Architectural Description

This small rectangular-plan lab with Craftsman-style features is very similar to buildings constructed during the previous decade. It is a red brick structure that rises one story from a fieldstone foundation to an asphalt hip roof with interior chimneys that is extended on brackets. The entry is centered on the nine-bay east facade, where it is enclosed in a large glazed porch. Windows are segmentally arched and contain 8/8 sash. The building is an elegant example of Craftsman architecture with a high-vaulted central room and large fireplace. Smaller rooms surround the front hall, which opens to the porch.  The basement consists of a long hallway with expansive rooms of utilitarian design, opening on each side.

The building was designed by Kendall, Taylor & Co., a widely-noted firm whose partners, Bertrand E. Taylor and Henry H. Kendall were pioneers in hospital and institutional construction in Massachusetts during the late 19th and early 20th century.

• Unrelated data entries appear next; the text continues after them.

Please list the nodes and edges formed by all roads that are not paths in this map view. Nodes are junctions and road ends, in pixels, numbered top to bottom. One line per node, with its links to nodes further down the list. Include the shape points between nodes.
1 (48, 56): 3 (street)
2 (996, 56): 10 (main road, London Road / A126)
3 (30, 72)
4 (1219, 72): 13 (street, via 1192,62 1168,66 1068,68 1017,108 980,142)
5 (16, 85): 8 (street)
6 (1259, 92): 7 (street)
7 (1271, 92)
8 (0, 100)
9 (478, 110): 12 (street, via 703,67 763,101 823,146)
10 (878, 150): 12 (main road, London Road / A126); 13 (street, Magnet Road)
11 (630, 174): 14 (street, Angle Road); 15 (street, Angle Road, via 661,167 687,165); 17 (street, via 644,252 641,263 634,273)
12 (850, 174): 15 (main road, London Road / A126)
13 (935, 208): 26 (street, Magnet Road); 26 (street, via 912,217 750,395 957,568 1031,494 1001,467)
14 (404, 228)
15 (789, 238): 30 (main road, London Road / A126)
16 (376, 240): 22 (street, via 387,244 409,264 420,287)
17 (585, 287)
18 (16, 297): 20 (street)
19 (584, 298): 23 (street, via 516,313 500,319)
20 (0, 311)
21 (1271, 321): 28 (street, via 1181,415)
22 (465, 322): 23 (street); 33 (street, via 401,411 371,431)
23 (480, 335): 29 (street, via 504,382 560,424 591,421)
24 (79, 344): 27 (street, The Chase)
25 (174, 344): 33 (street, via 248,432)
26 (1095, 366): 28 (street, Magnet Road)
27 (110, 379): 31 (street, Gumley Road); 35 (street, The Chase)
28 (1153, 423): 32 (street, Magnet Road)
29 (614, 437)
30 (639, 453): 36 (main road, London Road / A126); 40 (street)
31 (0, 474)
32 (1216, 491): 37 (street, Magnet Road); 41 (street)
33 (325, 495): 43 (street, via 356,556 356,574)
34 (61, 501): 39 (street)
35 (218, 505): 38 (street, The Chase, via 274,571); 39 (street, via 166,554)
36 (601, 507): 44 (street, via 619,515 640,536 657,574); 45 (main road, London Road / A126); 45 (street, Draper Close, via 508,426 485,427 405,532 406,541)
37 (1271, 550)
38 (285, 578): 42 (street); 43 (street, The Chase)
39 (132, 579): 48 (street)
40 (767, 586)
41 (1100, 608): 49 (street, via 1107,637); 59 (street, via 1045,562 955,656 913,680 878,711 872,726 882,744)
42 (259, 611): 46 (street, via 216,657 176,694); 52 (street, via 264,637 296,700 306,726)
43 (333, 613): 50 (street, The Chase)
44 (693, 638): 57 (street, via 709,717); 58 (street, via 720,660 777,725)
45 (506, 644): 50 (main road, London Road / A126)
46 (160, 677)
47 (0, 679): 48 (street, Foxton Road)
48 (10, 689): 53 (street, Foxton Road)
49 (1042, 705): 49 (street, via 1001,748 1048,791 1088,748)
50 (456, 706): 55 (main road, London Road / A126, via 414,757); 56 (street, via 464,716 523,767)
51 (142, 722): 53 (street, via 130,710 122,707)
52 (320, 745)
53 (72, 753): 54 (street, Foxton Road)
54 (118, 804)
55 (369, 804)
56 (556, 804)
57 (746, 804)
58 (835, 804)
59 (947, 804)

The building is fully disability accessible, and was in use into the first decade of the 21st century.  The ground floor meets ADA compliance standards.  Prior documents note the presence of asbestos, but the use-life of the building suggests that abatement may have occurred.

Additional Notes

Previous documents, including the National Register Nomination, cite the construction date of this building as 1921, and describe it as the Southard Research Lab. Despite these inconsistencies, it should be noted that the building was originally constructed between 1916 and 1918 as the Recreation Center. The ground floor was later repurposed and named the Howe Library while the basement was renamed the Southard Research Lab, in honor of Walter Fernald’s medical research partner and co-author Dr. E.E. Southard.

1Lumsden, Carolyn. "Heads of Executed Men Used in Research Scheduled for Burial." AP News. June 18, 1986.